A high-speed low-complexity hardware interleaver/deinterleaver is presented. It supports all 77 802.11n high-throughput (HT) modulation and coding schemes (MCSs) with short and long guard intervals and the 8 non-HT MCSs defined in 802.11a/g. The paper proposes a design methodology that distributes the three permutations of an interleaver to both write address and read address. The methodology not only reduces the critical path delay but also facilitates the address generation. In addition, the complex mathematical formulas are replaced with optimized hardware structures in which hardware intensive dividers and multipliers are avoided. Using 0.13 um CMOS technology, the cell area of the proposed interleaver/deinterleaver is 0.07 mm 2 , and the synthesized maximal working frequency is 400 MHz. Comparison results show that it outperforms the three other similar works with respect to hardware complexity and max frequency while maintaining high flexibility.
Introduction
Over the past several years IEEE 802.11a/g wireless local area network (WLAN) [1, 2] has appeared in a great number of electronic devices, from notebooks to personal media players, to mobile phones. Recently, new applications such as simultaneous transmission of multiple HDTV signals, videos, and online games have created a need for higher throughput WLAN. The latest established IEEE 802.11n WLAN [3] employs multiple-input multiple-output (MIMO) orthogonal frequency-division multiplexing (OFDM) transmission technique to enable high-throughput communication for up to 600 Mb/s. However, it also increases the computational and the hardware complexities greatly, compared with the original 802.11a/g standard. In order to obtain economical 802.11n products, optimized implementation of the physical layer of 802.11n has gained significant attention for the researchers [4] .

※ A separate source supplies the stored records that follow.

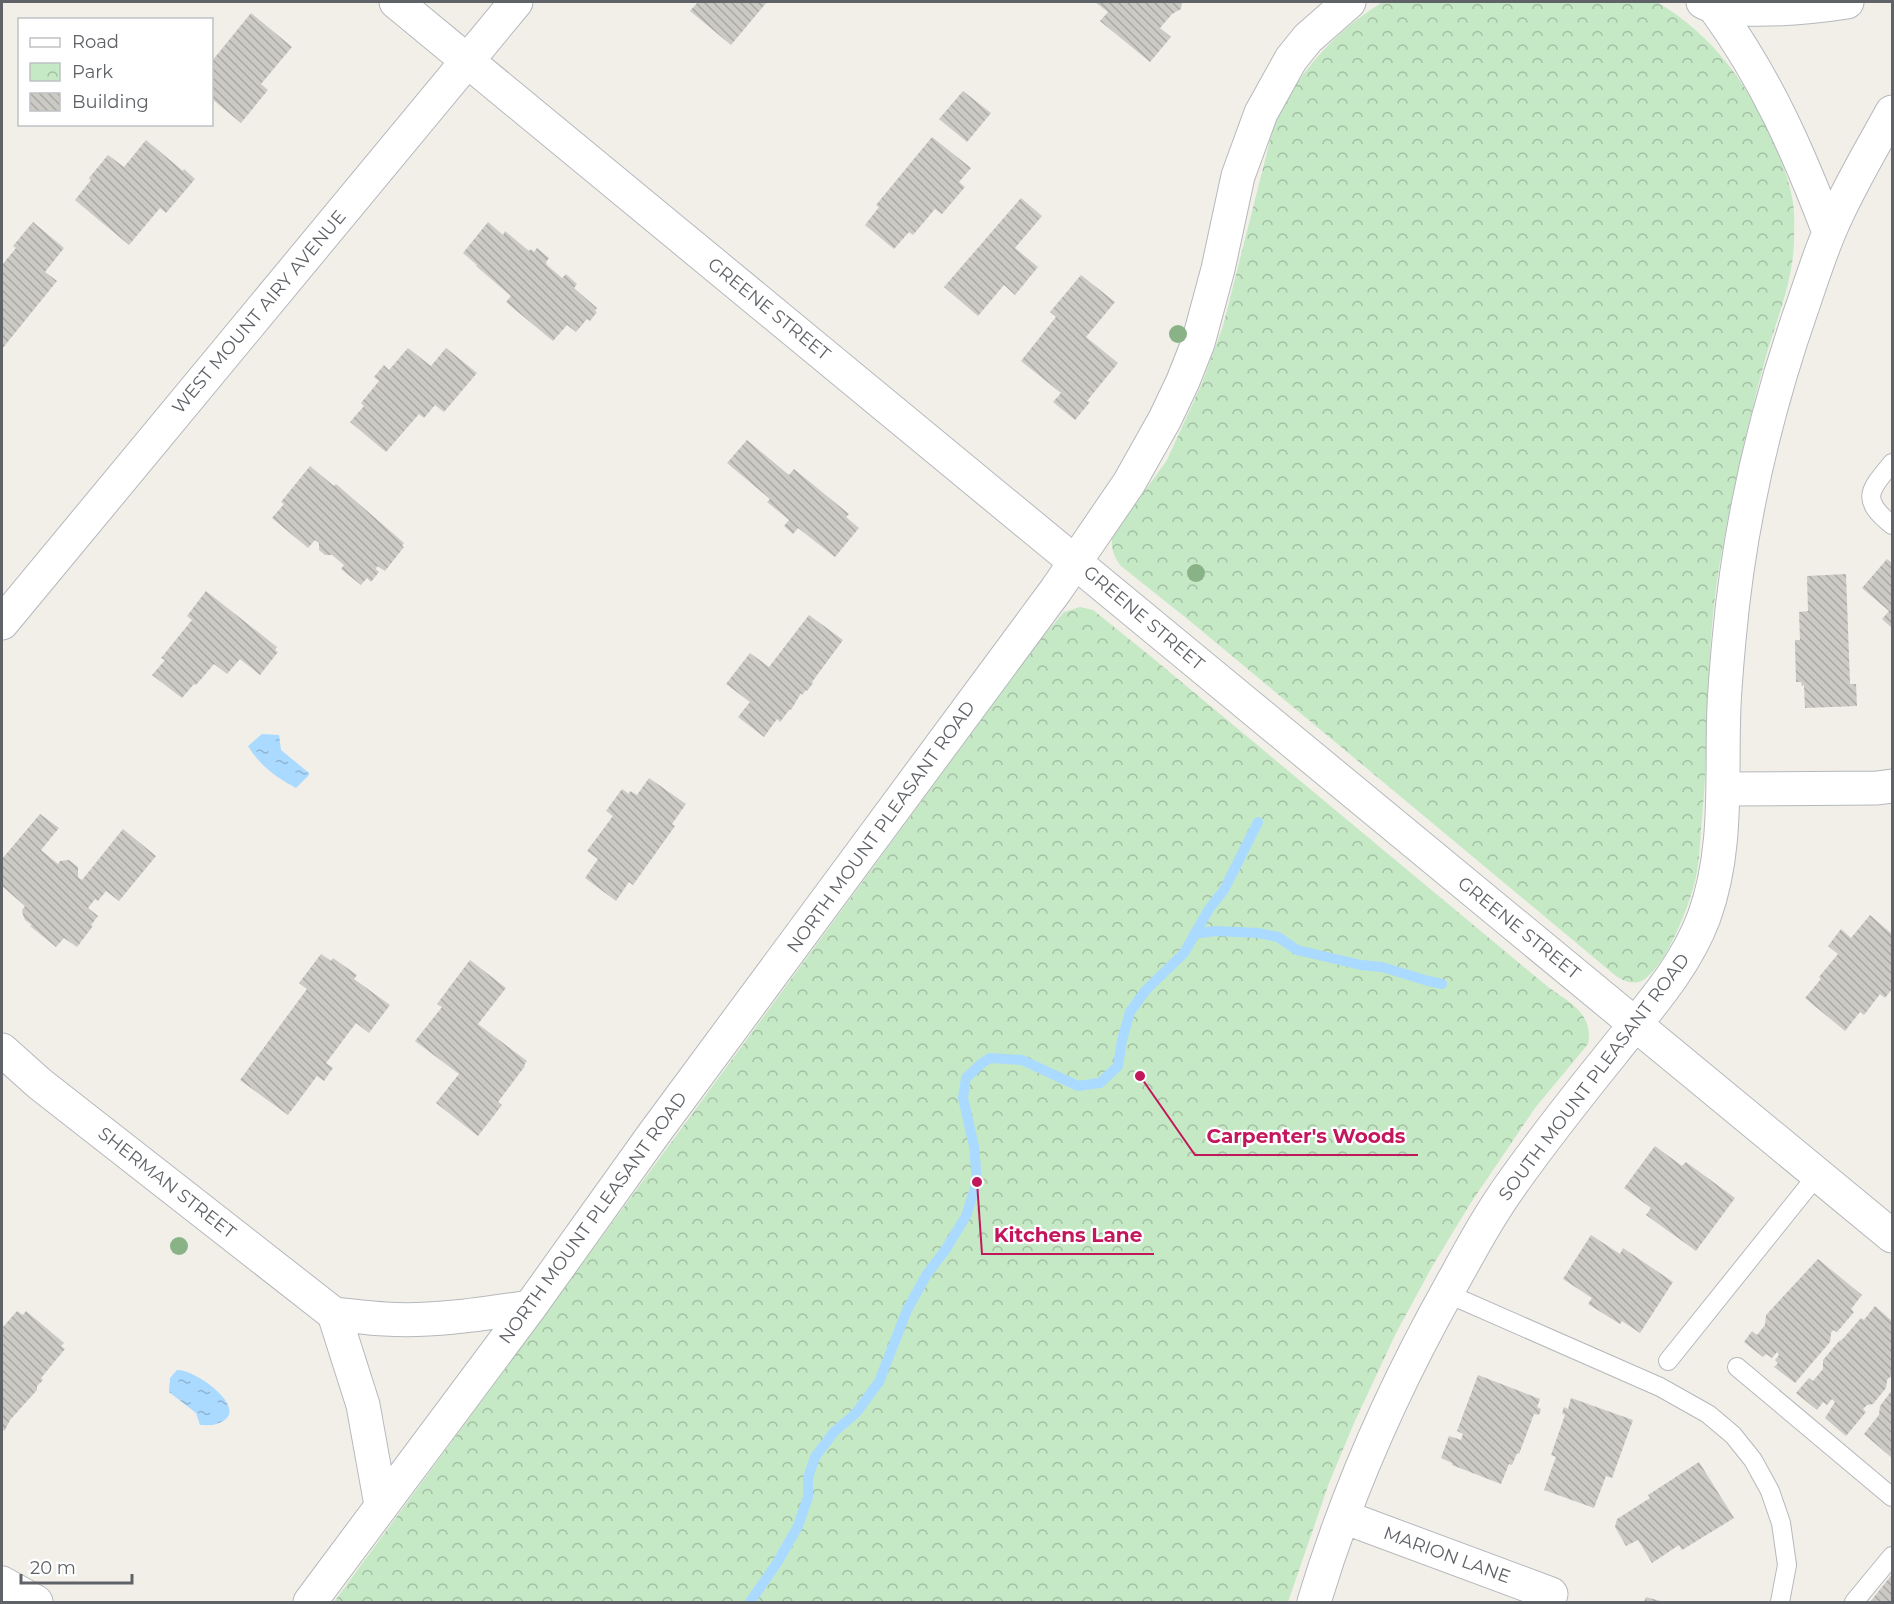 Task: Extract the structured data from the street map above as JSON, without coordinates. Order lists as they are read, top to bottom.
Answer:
{
  "streets": {
    "street": [
      "GREENE STREET",
      "WEST MOUNT AIRY AVENUE",
      "NORTH MOUNT PLEASANT ROAD",
      "SOUTH MOUNT PLEASANT ROAD",
      "SHERMAN STREET",
      "MARION LANE"
    ]
  },
  "crossings": [
    ["GREENE STREET", "WEST MOUNT AIRY AVENUE"],
    ["GREENE STREET", "NORTH MOUNT PLEASANT ROAD"],
    ["GREENE STREET", "SOUTH MOUNT PLEASANT ROAD"],
    ["SOUTH MOUNT PLEASANT ROAD", "MARION LANE"]
  ],
  "places": ["Carpenter's Woods", "Kitchens Lane"],
  "legend": ["Road", "Park", "Building"],
  "scale_bar": "20 m"
}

Interleaver is mandatory in the physical layer of 802.11n. It plays a key role in exploiting spatial diversity and frequency diversity [5] . Interleaving algorithms for high-throughput (HT) wireless communication system to reduce the decoding errors have been proposed in [6] [7] [8] [9] . Hardware architectures for 802.11a/g interleaver have been reported in several literatures [10] [11] [12] . However, few papers [13, 14] focus on the hardware implementation of 802.11n interleaver and deinterleaver. According to IEEE 802.11n standard, the interleaver and deinterleaver are required capable of processing 648 bits within 3.6 µs when short guard interval is used, which means that a minimum operating frequency of 180 MHz is required to be achieved. In addition, four inter-leavers and four deinterleavers are needed in a 4-stream 802.11n system. It can be seen from [15] that if the interleaver/deinterleaver is not efficiently implemented, it occupies silicon area as many as some significant blocks (i.e., Fast Fourier Transform (FFT), Viterbi Decoder, and Phase Tracking.) do. Therefore, designing a high-speed low-complexity interleaver/deinterleaver for the 802.11n WLAN is very important. In this paper, a design methodology, which distributes three permutations of an interleaver to both write address and read address, is proposed to reduce critical path delay and hardware complexity. Besides, the complex 2 VLSI Design mathematical formulas are replaced with optimized hardware structures. All hardware intensive blocks as dividers and multipliers in the permutation formulas are suppressed.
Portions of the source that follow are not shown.